Lodewijk en Walter, in één groote verbazing over den onverwachten ommekeer, bogen gevleid en toestemmend, toen de invitaties zich ook over hen uitstrekte.
En Loulou, eensklaps van een overstelpende liefelijkheid voor Mary, de arm om haar heen, als een schattig zustertje, bood zich lachend en vol lieve woordjes als dame de compagnie aan en maakte afspraken voor de volgende dagen.
„Maar u neemt haar niet mee, als u op la Chaumière komt,” zei maïtre Brulot, toen hij even later afscheid van Mary nam. „Uw landgenootje zal het veel aardiger vinden, als u alleen met uw broers komt.”

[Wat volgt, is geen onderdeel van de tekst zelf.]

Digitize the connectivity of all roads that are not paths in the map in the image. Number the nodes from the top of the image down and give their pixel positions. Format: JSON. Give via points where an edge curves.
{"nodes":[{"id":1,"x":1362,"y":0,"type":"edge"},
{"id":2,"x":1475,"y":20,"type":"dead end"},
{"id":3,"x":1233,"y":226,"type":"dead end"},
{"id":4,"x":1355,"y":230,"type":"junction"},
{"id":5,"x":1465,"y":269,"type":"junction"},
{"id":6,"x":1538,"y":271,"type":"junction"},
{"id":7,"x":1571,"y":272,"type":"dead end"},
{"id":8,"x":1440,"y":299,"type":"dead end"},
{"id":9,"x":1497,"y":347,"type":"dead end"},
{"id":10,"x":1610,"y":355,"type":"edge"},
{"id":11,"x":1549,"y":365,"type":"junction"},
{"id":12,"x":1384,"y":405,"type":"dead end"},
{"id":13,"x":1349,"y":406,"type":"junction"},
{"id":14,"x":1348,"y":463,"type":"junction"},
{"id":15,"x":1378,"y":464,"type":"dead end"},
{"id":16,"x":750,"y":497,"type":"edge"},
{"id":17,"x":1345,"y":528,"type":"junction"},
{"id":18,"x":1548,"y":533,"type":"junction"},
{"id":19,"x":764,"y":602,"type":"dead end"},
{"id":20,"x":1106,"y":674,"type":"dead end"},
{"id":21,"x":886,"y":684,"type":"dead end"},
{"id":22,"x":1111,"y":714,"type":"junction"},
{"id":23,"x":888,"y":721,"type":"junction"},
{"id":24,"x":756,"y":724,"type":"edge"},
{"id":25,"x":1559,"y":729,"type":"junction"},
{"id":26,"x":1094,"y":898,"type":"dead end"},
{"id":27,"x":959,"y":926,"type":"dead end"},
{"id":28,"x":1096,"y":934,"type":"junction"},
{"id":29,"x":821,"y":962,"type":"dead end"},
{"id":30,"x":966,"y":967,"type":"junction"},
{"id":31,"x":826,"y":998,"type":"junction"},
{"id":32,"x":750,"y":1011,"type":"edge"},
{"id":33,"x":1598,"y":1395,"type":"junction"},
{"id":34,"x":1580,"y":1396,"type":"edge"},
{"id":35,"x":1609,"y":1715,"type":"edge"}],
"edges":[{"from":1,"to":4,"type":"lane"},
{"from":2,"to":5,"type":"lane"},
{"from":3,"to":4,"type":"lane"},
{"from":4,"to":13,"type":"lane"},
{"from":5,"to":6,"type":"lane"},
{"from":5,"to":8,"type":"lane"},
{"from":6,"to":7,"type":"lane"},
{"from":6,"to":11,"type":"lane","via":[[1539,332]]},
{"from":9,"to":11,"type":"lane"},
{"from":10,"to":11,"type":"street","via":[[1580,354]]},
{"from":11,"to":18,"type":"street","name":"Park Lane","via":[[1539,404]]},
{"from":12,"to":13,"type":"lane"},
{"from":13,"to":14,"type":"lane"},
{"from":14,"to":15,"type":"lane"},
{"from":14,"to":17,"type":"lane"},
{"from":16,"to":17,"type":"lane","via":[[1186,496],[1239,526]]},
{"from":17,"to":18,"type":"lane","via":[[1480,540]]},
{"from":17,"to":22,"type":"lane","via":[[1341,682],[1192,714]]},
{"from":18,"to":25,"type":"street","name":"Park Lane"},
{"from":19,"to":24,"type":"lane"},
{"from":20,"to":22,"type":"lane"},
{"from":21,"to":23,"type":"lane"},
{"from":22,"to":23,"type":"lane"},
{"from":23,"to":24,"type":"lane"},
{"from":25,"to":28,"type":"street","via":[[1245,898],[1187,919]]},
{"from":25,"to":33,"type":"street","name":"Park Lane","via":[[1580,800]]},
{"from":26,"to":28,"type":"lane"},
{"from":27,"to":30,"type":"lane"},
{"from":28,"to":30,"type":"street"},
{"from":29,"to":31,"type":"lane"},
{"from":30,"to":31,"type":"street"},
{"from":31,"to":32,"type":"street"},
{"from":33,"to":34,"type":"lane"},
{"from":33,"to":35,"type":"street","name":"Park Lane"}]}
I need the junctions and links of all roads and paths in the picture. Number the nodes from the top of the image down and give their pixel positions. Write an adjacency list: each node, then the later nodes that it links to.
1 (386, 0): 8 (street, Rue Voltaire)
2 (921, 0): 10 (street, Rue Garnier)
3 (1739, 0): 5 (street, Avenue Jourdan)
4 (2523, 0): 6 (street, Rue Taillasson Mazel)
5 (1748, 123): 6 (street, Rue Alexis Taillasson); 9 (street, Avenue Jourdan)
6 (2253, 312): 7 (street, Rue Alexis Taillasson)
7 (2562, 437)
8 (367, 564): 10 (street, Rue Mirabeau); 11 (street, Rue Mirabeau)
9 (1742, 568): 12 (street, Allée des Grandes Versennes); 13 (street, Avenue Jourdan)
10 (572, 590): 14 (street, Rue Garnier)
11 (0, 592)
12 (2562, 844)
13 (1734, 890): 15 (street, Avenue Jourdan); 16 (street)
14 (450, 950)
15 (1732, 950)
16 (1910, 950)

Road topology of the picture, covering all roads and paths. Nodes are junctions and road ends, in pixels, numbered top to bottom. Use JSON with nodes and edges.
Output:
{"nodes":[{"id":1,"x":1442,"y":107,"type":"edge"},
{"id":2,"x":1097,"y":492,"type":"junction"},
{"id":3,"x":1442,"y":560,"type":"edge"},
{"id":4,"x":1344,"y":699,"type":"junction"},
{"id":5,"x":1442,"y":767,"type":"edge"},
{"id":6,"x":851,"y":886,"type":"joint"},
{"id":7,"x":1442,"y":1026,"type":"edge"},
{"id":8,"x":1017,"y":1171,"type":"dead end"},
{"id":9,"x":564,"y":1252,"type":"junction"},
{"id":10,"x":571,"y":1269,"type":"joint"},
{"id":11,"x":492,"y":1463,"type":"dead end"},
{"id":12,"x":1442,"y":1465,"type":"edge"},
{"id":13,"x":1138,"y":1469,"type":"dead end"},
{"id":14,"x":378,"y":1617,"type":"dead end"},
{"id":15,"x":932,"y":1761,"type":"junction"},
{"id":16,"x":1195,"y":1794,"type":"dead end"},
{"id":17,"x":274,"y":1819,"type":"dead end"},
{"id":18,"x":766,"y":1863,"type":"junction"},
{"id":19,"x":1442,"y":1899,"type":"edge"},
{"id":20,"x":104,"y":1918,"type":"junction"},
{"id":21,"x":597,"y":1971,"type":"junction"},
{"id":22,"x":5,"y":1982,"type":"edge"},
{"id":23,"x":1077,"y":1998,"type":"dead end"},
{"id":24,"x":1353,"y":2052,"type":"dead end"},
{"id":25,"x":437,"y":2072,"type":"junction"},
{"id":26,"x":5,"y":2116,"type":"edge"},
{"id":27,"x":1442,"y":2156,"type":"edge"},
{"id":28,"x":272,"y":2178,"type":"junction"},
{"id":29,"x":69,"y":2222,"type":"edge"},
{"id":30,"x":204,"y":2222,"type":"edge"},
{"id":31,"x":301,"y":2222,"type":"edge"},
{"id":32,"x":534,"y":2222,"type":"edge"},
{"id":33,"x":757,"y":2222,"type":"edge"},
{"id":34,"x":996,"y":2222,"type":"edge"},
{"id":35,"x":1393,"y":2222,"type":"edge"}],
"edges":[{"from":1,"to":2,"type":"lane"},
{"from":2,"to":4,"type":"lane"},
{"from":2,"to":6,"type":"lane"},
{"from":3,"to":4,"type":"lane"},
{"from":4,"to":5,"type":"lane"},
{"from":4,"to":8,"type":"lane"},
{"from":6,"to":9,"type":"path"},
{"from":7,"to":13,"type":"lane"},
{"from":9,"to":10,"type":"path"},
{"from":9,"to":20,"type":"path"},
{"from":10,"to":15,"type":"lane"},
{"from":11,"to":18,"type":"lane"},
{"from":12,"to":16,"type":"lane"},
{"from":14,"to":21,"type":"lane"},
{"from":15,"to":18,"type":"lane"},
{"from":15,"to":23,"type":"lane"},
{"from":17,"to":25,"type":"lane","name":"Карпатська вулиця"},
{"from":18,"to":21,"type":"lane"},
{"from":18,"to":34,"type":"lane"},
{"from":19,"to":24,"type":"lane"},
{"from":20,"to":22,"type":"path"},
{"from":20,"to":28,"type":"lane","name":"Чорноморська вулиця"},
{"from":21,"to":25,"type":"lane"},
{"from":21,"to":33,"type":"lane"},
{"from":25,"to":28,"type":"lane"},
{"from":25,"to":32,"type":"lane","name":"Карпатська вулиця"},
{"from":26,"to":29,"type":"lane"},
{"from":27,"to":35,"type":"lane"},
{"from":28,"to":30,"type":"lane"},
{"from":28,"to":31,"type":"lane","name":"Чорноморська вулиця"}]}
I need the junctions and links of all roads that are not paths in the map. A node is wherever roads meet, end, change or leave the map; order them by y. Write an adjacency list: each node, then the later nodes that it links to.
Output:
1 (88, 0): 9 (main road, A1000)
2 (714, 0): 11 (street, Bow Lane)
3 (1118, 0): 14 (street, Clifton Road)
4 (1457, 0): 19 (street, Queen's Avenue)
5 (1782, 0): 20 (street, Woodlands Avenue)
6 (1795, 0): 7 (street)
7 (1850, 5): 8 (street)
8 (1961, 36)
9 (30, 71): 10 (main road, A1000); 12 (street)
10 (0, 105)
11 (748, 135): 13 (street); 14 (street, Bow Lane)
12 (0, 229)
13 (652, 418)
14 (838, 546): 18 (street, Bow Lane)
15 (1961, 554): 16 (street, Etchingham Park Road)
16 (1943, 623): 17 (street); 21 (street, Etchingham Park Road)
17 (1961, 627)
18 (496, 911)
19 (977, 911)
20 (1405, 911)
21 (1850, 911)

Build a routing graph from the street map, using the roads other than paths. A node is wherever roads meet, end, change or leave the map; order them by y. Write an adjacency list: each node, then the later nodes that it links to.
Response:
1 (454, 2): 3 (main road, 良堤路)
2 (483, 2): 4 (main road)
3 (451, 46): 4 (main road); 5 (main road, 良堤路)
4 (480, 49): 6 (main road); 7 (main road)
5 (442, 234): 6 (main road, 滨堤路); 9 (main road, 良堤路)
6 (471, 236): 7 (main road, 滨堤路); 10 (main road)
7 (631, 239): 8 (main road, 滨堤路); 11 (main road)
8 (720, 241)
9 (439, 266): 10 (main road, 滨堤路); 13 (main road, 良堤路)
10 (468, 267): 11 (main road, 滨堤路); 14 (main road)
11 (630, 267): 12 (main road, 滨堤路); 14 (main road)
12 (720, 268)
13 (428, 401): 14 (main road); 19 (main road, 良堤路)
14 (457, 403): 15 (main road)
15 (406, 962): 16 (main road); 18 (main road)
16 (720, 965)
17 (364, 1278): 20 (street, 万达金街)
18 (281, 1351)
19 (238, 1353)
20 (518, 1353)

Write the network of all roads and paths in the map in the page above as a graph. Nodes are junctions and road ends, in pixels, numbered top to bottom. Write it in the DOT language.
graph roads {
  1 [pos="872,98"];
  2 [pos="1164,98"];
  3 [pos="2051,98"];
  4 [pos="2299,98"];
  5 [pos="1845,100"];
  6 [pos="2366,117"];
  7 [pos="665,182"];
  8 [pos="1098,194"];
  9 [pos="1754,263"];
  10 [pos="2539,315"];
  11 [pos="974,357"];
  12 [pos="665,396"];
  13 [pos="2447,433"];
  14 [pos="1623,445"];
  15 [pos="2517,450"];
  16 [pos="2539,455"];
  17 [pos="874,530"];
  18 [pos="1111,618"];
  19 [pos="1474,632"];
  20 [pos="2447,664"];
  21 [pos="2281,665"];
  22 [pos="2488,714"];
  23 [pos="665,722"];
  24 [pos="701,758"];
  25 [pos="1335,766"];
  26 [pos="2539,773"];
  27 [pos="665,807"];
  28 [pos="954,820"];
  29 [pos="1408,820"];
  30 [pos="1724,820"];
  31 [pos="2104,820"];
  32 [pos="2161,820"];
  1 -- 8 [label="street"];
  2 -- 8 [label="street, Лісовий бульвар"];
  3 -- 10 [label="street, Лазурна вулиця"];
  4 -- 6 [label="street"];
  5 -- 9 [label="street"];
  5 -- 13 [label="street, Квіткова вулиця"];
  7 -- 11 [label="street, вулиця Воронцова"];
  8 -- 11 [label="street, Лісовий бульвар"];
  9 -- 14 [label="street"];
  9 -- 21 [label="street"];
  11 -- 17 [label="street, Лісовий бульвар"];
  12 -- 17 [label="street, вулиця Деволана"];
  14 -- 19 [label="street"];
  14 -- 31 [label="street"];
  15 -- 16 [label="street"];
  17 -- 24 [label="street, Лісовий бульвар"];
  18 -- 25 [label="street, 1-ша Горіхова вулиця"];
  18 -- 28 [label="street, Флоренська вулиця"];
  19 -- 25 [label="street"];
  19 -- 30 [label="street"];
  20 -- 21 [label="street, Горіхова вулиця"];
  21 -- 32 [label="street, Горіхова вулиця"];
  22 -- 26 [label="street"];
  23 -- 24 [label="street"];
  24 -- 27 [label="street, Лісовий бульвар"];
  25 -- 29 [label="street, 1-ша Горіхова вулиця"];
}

„En ik ook,” lachte Mary. „Ik reserveer morgenmiddag voor ons alleen.”
„Afgesproken,” met een hartelijken groet nam hij afscheid van haar.
„A demain!” wuifde hij haar nog toe.
„Wat gebeurt er morgen?” vroeg nieuwsgierig Loulou.
„Als het u niet dérangeert, zou ik dan gaarne ’s morgens met u naar het Bois gaan,” zei Mary, „den middag wensch ik liever voor mij te houden.”
„Poeh!” dacht Loulou, „dat is weer de Holland-sche gereserveerdheid! Als een koud bad werkt dat!”